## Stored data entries

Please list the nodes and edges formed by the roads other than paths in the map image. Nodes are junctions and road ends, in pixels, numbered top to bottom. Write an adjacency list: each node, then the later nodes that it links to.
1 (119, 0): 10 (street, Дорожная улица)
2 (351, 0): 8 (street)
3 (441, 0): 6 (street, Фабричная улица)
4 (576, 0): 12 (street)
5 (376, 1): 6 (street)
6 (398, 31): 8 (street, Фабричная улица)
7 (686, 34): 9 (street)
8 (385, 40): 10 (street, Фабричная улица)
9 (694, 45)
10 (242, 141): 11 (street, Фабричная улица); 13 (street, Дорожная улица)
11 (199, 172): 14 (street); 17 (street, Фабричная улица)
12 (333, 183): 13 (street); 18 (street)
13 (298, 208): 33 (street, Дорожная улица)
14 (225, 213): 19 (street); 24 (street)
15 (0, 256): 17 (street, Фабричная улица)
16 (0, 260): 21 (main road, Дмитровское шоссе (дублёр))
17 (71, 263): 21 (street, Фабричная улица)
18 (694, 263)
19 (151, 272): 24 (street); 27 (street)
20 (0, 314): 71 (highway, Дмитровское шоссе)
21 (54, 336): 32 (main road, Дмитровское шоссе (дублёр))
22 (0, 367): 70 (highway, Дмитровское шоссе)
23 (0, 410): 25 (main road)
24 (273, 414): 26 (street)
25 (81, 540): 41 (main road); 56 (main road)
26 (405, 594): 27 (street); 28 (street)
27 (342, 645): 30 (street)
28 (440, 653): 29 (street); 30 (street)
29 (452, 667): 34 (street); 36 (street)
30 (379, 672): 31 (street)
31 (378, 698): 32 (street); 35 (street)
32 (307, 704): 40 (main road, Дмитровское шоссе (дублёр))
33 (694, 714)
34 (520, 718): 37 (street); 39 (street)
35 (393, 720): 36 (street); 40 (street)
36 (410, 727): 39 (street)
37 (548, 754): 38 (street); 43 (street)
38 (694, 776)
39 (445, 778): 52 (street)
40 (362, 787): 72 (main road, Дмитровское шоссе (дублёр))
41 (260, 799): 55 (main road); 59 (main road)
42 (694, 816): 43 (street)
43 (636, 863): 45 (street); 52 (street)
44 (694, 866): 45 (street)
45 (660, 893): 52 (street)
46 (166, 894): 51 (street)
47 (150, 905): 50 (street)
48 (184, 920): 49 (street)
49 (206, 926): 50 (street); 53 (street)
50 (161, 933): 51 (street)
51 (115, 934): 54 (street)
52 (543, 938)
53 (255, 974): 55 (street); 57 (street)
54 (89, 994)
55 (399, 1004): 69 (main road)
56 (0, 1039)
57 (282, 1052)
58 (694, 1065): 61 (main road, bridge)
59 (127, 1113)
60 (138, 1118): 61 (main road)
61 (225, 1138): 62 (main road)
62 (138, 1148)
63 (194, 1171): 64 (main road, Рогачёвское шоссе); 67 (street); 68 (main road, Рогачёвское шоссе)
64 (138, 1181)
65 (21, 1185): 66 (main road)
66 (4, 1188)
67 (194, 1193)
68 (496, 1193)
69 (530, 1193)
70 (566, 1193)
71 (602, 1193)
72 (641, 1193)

## What is expected
Supply only the count of lines above holding "дублёр".

## Reply to the task
4